Эту часть (преимущественно) и имел в виду Мережковский, говоря о сходстве с Достоевским (психологизм, тяга к мысли), прежние же имеют сходство с Буниным и Набоковым (изобразительность). Разумеется, говоря «сходство», я не имею в виду кальку или пародию. Агеев заслуживает своего почетного места, иду на это только чтобы примерно обозначить направления, в которых будет двигаться читатель. Не удержусь я всё-таки от рискованного утверждения и скажу, что роман имеет сходство с «Героем нашего времени»: не в плане сюжета, характеров или художественных средств, но в целом — есть ощущение, что вещи эти с одной полки. «Роман с кокаином» мог бы вполне называться «Героем нашего времени», даже, наверное, такое название ему шло бы больше, ибо место кокаина там отнюдь не центральное.

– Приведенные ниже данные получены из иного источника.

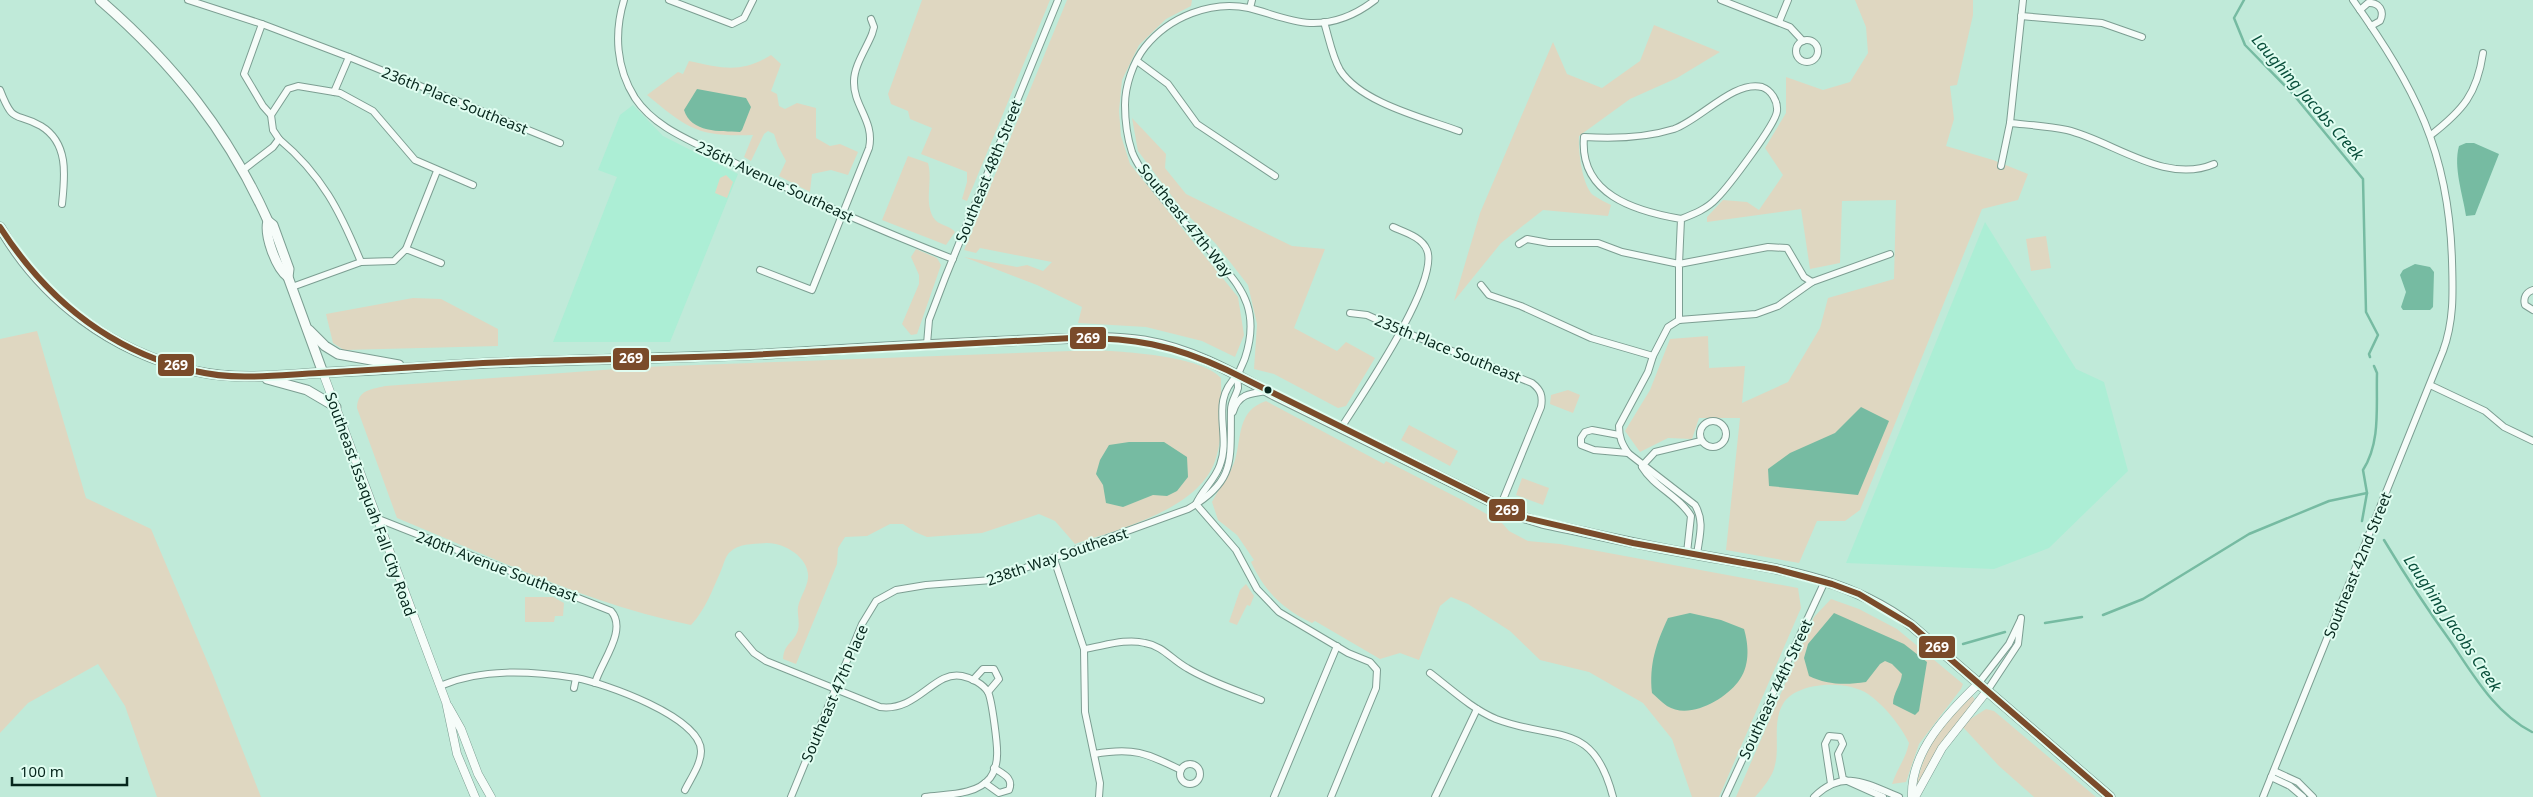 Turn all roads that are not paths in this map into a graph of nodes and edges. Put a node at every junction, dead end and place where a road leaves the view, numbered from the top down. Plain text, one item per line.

Выше было сказано, что Агеев отреставрировал несущие языковые конструкции, не создав новых — он таким образом оказывается ближе к классической русской литературе, нежели к литературе модернизма. Стремление к афористичности (а значит, к завершенности), картина, обрамленная рамкой с лепниной, сюжет, имеющий чёткое начало, переломный момент и конец — причём конец яркий и безапелляционный, после которого продолжение невозможно — всё это из одного эстетического набора, бывшего в ходу среди писателей скорее девятнадцатого века, нежели двадцатого. Вспомним, например, господина Уайлда: «Я пожертвую достоверностью ради удачной фразы и готов поступиться истиной ради хорошего афоризма». И, вместе с тем, у Агеева есть то, что по отношению к Бунину называют скрытым модернизмом — это затрагиваемые им темы, невозможные для русских классиков.
Интересен роман не только с художественных позиций, но и как памятник времени. О России XIX века мы достаточно знаем по сочинениям классиков — балы, беседки, поместья. Наша же осведомленность по части России начала XX века довольно поверхностна: нам кажется, будто этот период — тот же XIX век, его бесполезный придаток, что времена Достоевского от времени Блока мало чем отличаются, когда в действительности это совсем не так. (Небось и не заметили, что Достоевскому я со своего барского плеча пожаловал времена, а Блоку всего лишь время.) 1915—1919 годы, в коих происходят основные события, описаны живо и в подробностях — сложно вспомнить иные книги, где Москва той поры отразилась бы с такой ясностью.
[Из любопытства посмотрел отзывы читателей. Барышень легко было определить: главным и зачастую единственным (но исчерпывающим) недостатком романа был ужаснейший характер главного героя — что ж, барышни сумели безошибочно установить его моральный облик, нравственное чувство их не подвело, что, конечно, заслуживает похвалы — и как после этого верить людям, утверждающим будто бы нравственности нет, и будто бы все дозволено]
Главное отличие меж Набоковым и Агеевым в рельефе, в пульсе их текстов. Скажем прямо, Набоков подчас нудный, и это, однако, компенсируется всплеском небывалой творческой силы, перед которой останавливаешься, смотришь, перечитываешь. Творческая сила Агеева распределена более равномерно: в романе нет скучных и непримечательных в эстетическом плане мест, у вас не возникнет желания отложить книгу, попить чая, погулять с собакой или заняться подробным изучением обоев в вашей комнате, вы будете ей охвачены от начала и до конца, но таких всплесков как у Набокова не обнаружите, что из этого лучше — вопрос приоритетов. Не стану приводить выписок, как я то делаю обычно — хотите верьте, хотите нет — это можно идти читать, не откладывая. Если вы уже достаточно избалованы русской литературой и не знаете что прочесть, или знаете что, но не знаете, с чего начать — начните с этого романа. Уверен, как только прочтете, тотчас же побежите друзьям рассказывать, если, конечно, у вас есть друзья.